Don't feed dry and wet just because people tell you its not good. If you like feeding dry then just feed dry. I did a combination because its my personal preference, just like now my personal preference is raw etc, but its not like I feed raw because other people tell me I should, nor did I feed wet and dry because other people said I should, its because it was what I felt was right.


----------



## SEVEN_PETS (Aug 11, 2009)

smokeybear said:


> Why are people saying that feeding just dry is "not good"?
> 
> Are they trained nutritionists?
> 
> And you have highlighted the problem with mixing foods, one is a complimentary food, one is a complete, if you halve the quantities, what happens?
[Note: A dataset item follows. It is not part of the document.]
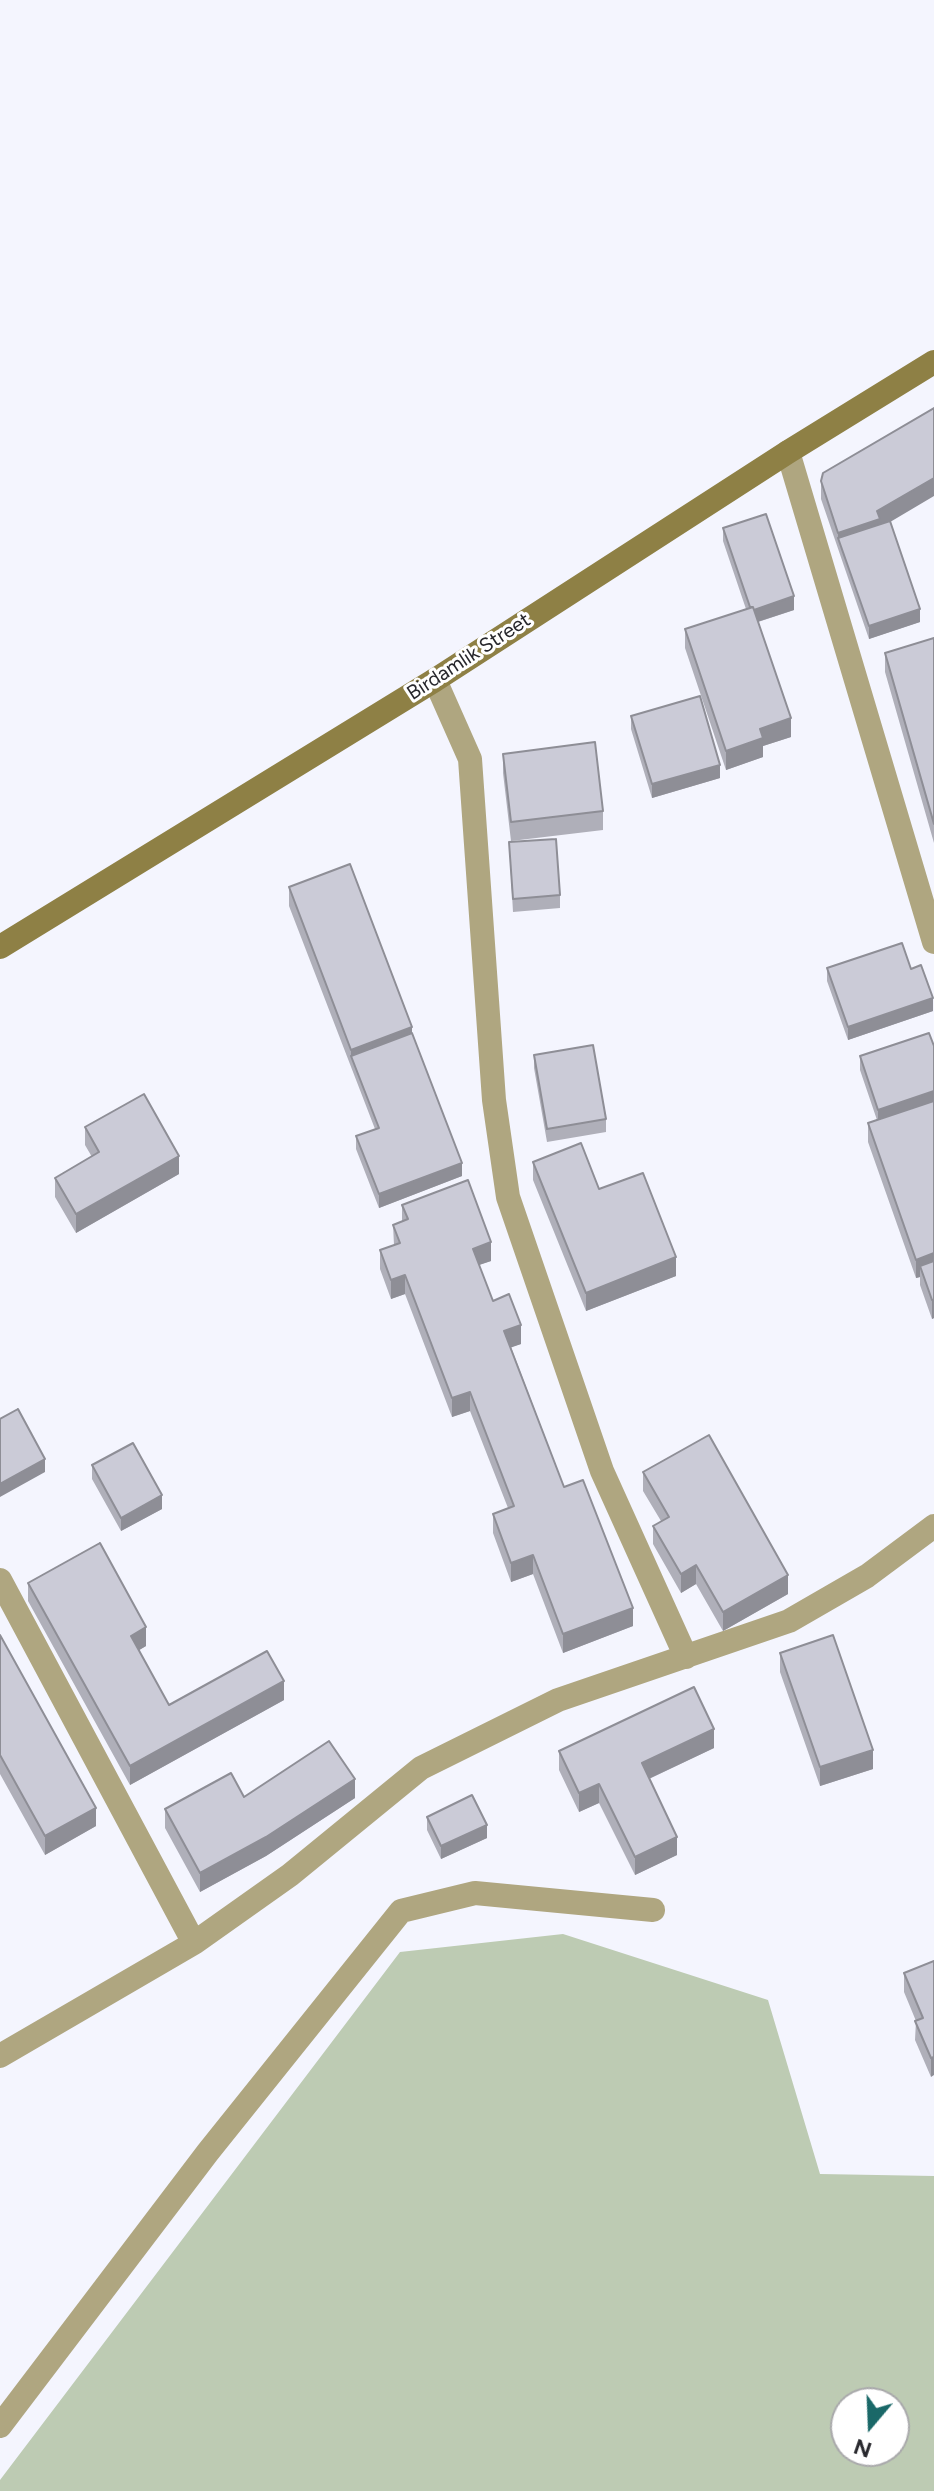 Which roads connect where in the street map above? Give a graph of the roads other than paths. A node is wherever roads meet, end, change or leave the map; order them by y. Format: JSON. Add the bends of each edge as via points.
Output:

just read a review and apparently neither are complete foods, as they don't have added vitamins and minerals. 

Apparently feeding just dry isn't natural and there isn't any variety.



GoldenShadow said:


> I wouldn't pay any attention to a feeding guide tbh. However much Burns you are giving him, feeding solely dry I'd probably try him on about 75% the quantity of that.
> 
> If he's doing good on it I'd introduce a tin of the wet (I say a tin, they're quite pricey really so I doubt I would want to feed more than one per day) and drop his dry by another 25% or thereabouts. But the key is the Applaws wet isn't complete and I wouldn't really want to mess with those kind of ratios.
> 
> ...


He's fed 120g of burns currently (and this has kept him at a constant weight). So should I feed around 90g of dry per day alone? seems a small amount.

and then reduce dry to 68g of dry per day and add a tin of wet per day? is it ok to feed dry and wet in the same meal? or should i feed the dry and wet separately?

Although feeding dry is very convenient, i wonder if he would like to have some wet in his food as well. I'll try him with wet but if it doesn't agree with him, I'll put him back on dry.


----------



## GoldenShadow (Jun 15, 2009)

SEVEN_PETS said:


> just read a review and apparently neither are complete foods, as they don't have added vitamins and minerals.
> 
> Apparently feeding just dry isn't natural and there isn't any variety.
> 
> ...


TBH I wouldn't listen to anyone who says you must feed wet AND dry because its more natural, at the end of the day if people really felt like that I cannot think they would want to feed anything out of a packet 

As a massively vague guideline the above is probably more what I would go with. He'll be eating less rice and more meat which his body can actually use and won't be pooping out. Dry food often seems like a small amount anyway as it has so little moisture in it whereas with wet foods being 75% or so moisture it looks like there is more there for the dog to eat.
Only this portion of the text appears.